**Task**. Pull every line containing "nodes" from the listing.

**Data supplied**.
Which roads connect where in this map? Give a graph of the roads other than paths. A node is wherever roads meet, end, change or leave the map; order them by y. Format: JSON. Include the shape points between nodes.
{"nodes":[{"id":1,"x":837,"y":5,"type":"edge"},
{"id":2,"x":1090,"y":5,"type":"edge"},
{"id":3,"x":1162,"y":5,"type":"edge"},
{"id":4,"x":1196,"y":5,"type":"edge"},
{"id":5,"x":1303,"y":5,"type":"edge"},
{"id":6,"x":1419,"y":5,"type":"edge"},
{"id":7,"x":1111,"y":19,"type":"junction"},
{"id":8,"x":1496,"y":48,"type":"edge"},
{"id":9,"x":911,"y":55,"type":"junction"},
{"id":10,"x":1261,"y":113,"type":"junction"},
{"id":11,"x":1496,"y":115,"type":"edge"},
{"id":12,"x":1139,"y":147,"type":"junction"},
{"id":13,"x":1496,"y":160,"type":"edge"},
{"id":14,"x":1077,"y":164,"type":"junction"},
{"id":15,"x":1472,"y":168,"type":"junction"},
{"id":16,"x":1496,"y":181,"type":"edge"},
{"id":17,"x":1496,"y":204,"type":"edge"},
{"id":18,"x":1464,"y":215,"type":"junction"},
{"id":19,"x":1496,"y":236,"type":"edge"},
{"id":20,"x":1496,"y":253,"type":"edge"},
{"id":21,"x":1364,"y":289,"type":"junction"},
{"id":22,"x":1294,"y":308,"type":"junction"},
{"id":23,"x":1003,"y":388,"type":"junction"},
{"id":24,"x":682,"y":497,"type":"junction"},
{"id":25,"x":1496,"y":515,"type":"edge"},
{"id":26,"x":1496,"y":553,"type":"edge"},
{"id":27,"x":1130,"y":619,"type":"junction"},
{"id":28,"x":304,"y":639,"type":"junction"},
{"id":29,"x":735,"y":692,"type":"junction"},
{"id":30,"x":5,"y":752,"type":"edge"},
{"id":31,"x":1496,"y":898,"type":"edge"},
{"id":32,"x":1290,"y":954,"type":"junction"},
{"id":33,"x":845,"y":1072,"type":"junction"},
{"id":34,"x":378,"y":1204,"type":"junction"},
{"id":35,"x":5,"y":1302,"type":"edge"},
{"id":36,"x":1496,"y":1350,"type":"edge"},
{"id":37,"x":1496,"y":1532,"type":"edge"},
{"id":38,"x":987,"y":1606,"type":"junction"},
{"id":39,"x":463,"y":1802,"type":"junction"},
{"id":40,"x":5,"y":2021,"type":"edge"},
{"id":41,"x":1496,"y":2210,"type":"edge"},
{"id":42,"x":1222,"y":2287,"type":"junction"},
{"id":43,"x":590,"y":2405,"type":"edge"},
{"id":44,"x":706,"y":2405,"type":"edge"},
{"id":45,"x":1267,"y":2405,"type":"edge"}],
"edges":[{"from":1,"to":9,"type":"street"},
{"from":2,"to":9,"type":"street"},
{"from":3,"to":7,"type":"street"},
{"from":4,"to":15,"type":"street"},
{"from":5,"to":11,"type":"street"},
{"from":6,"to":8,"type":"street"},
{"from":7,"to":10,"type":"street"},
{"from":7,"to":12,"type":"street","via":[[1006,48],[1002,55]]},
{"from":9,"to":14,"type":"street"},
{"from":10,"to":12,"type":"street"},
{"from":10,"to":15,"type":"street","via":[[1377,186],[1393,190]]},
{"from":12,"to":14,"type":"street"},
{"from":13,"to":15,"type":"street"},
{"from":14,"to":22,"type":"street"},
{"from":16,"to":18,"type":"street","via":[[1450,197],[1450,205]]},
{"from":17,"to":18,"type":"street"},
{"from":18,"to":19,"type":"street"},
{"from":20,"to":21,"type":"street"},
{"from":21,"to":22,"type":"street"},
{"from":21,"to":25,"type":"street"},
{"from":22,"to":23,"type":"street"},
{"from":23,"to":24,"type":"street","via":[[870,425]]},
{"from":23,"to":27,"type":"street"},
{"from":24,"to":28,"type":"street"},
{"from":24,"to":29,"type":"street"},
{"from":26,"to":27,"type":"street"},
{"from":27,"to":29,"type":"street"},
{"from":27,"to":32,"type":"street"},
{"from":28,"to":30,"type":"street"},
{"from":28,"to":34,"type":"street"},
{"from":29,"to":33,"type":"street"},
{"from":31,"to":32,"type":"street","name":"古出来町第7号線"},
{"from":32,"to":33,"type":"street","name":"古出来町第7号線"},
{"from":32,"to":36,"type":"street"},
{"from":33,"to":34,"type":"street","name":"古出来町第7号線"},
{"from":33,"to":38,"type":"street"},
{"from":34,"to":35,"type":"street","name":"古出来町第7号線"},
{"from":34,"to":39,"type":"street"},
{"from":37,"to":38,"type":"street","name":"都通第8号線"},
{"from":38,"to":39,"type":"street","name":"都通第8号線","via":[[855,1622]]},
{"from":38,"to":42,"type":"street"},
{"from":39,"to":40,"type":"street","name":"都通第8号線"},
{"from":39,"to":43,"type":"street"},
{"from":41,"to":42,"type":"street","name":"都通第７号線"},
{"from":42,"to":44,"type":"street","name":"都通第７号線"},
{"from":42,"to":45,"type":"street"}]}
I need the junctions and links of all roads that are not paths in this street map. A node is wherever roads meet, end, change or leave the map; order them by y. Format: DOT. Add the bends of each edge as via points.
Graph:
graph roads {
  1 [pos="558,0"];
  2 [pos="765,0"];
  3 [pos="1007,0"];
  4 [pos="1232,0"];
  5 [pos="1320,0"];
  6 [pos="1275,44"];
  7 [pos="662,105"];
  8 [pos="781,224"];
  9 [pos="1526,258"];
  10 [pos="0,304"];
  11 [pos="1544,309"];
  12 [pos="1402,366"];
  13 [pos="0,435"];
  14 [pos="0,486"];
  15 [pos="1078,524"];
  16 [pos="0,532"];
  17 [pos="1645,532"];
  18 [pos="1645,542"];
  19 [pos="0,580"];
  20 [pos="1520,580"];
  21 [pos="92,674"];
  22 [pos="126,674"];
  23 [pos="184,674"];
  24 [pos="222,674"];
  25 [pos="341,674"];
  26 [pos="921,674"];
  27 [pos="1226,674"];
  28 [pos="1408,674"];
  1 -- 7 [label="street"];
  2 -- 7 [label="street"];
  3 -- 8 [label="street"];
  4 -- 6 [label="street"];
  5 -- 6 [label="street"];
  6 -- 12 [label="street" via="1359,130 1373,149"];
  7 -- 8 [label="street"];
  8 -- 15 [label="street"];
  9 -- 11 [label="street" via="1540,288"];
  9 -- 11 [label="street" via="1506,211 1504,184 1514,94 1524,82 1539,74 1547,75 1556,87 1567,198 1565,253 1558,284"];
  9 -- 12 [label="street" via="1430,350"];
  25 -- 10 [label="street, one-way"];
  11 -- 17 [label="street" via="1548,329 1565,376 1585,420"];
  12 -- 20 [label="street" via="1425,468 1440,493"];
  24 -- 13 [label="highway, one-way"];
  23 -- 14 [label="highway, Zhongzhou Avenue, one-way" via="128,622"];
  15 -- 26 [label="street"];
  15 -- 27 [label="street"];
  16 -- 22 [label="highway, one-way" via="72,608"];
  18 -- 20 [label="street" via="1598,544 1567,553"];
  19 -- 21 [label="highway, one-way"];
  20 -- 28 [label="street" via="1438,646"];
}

**Expected answer**.
Which roads connect where in this map? Give a graph of the roads other than paths. A node is wherever roads meet, end, change or leave the map; order them by y. Format: JSON. Include the shape points between nodes.
{"nodes":[{"id":1,"x":837,"y":5,"type":"edge"},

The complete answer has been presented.